DESCRIPTION: 2172 Nigeria lays split by civil war, even as the world suffers the worst effects of disasters natural and human engineered: those nations who haven't the resources to spread to space colonies must contend with rising sea levels and vast swaths of land so irradiated that mere minutes of exposure corrodes machinery and induces cancer. At a hidden camp of girl soldiers deep in the jungle, Onyii does her best to look out for young Ify, shielding her from the worst hardships of their lives and even building an android to keep watch over the girl when she goes out on scavenging raids. Though not of the same blood, they are close as sisters. But when their camp is discovered and attacked, the two girls are torn apart. Ify finds herself "rescued" by Nigerian forces, who insist she's really Nigerian and was abducted by "savage" Ibo rebels. Onyii, left for dead, only barely survives. Convinced that Ify was killed, she uses her rage to become the most feared mech pilot and warrior of the fledgling Ibo nation of Biafra. As the years pass, the war rages on, and atrocities mount, it's only a matter of time before their paths cross again... but will they still be war sisters, or will they be the deadliest of enemies?
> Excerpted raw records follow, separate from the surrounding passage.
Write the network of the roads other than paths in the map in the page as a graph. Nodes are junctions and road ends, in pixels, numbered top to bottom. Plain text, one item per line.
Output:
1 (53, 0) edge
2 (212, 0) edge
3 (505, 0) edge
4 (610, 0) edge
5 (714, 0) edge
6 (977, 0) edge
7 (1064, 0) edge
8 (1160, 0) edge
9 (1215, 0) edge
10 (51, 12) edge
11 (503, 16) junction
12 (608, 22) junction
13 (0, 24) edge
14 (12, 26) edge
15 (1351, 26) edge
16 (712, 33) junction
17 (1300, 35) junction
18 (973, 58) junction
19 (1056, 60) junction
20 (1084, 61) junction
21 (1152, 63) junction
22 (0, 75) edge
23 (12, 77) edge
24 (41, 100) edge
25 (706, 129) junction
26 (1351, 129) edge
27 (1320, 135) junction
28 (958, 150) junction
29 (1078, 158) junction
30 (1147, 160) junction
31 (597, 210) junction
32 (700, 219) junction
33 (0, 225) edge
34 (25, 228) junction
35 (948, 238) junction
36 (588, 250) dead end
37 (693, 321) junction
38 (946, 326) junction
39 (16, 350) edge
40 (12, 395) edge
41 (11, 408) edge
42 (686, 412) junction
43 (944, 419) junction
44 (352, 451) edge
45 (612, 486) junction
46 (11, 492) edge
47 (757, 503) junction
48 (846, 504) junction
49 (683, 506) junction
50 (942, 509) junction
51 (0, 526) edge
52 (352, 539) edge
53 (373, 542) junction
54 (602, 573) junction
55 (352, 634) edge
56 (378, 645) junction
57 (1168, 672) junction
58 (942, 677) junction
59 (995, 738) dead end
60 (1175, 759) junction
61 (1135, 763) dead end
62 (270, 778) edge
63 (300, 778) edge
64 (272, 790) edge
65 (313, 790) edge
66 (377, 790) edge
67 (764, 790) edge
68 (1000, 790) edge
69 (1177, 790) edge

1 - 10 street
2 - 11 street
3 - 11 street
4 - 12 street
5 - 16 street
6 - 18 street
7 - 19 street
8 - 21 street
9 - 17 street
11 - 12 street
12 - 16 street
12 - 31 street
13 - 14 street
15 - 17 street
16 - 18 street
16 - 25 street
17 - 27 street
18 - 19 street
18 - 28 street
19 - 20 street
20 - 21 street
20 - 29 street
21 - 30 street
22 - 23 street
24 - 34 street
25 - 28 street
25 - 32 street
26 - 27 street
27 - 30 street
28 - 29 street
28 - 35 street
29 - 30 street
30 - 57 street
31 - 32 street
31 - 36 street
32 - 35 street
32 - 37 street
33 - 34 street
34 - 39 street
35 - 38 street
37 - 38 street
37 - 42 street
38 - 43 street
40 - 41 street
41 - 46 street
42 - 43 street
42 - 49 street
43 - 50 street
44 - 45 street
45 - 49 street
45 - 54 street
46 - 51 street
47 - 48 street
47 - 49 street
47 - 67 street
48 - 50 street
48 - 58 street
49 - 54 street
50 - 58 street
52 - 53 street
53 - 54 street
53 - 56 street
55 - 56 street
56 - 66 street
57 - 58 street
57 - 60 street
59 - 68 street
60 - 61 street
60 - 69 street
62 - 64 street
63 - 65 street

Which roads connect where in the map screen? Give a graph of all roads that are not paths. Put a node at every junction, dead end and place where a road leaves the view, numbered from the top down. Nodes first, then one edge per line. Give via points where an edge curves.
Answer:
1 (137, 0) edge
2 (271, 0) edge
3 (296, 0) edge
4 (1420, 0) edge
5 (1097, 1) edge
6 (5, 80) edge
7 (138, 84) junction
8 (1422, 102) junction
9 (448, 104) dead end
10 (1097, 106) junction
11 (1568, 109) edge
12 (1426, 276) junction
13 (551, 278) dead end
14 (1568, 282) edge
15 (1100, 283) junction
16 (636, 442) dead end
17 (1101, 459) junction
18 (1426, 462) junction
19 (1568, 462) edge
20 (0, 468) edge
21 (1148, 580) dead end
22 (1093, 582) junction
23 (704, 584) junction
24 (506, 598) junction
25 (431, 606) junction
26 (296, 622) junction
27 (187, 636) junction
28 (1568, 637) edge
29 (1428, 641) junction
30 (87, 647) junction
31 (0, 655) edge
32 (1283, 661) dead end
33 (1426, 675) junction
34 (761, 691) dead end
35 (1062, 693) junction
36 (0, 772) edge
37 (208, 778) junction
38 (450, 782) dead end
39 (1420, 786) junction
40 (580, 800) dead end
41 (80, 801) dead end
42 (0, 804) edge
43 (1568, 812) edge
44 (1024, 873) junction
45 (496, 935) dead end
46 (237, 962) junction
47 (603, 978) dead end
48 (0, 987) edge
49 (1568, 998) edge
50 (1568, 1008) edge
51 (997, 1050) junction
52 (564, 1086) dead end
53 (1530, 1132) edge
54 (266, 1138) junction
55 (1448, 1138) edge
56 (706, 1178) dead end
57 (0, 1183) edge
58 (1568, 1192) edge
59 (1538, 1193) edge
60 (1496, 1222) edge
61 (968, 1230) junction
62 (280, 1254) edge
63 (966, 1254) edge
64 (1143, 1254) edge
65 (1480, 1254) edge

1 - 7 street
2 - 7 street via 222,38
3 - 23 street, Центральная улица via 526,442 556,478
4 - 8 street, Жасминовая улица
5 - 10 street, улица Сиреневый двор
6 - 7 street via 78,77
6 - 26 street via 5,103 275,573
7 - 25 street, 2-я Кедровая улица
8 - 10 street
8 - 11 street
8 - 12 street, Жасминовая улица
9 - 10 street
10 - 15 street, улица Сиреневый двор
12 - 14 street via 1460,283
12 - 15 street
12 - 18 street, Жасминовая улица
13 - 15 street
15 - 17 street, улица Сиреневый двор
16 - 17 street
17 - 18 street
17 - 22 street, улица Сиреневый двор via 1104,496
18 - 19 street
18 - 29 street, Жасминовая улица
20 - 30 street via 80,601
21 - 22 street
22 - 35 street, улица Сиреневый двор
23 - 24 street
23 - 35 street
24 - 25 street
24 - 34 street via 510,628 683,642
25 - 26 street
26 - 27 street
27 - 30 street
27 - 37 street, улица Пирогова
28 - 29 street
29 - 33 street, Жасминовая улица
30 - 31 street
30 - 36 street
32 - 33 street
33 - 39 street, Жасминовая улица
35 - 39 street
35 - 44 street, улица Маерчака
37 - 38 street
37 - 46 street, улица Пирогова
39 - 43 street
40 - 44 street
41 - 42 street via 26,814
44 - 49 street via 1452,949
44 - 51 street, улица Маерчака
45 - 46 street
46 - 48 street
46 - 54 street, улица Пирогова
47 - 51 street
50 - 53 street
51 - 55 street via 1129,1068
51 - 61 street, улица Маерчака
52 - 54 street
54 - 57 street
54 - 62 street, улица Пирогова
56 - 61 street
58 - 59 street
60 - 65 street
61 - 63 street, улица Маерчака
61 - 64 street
REVIEW: Inspired by the 1960's civil war that rocked Nigeria (one the government tends to deny or gloss over, even as the tensions that led to it, with roots in colonial exploitation, still simmer and threaten to explode again), War Girls offers a harsh examination of the physical and psychological costs of war, nationalism, mineral exploitation, and foreign indifference. The future war may be fought with giant mechs and borderline-sapient androids, with people who are partly mechanical as often as not, but the devastation remains the same, lives blown apart and holes carved in hearts for causes that rarely, if ever, honor the sacrifices made, let alone repay those who made them. Onyii was at one time a true believer, who ran away from school to become a soldier for Biafra, but even by the time the story starts she's become scarred and more jaded, driven to defend what innocence she can in young Ify. Battle becomes an addiction, a way to deal with loss and anger, until she finally has to ask herself just what she has become, and if that's all she ever will be. The younger girl is a technological prodigy, the kind of child who could someday change the world... if she didn't live in a war-torn nation, if she'd never lost her family or picked up a gun, if the world ever gave her a chance to be herself and not what others make her into. Separated, they find themselves in vastly different circumstances but with some unnerving similarities, both becoming symbols and tools and both having to come to terms with the fact that the nations they pledge loyalty and love to offer no reciprocation of the deal. The tale is intense and fast-paced, with many battles and betrayals and losses and sacrifice. Toward the end is a somewhat plot convenient encounter, plus there's a loose thread or two I wish had been followed up on (one in particular), but overall I enjoyed it, and will probably be looking for the next installment eventually.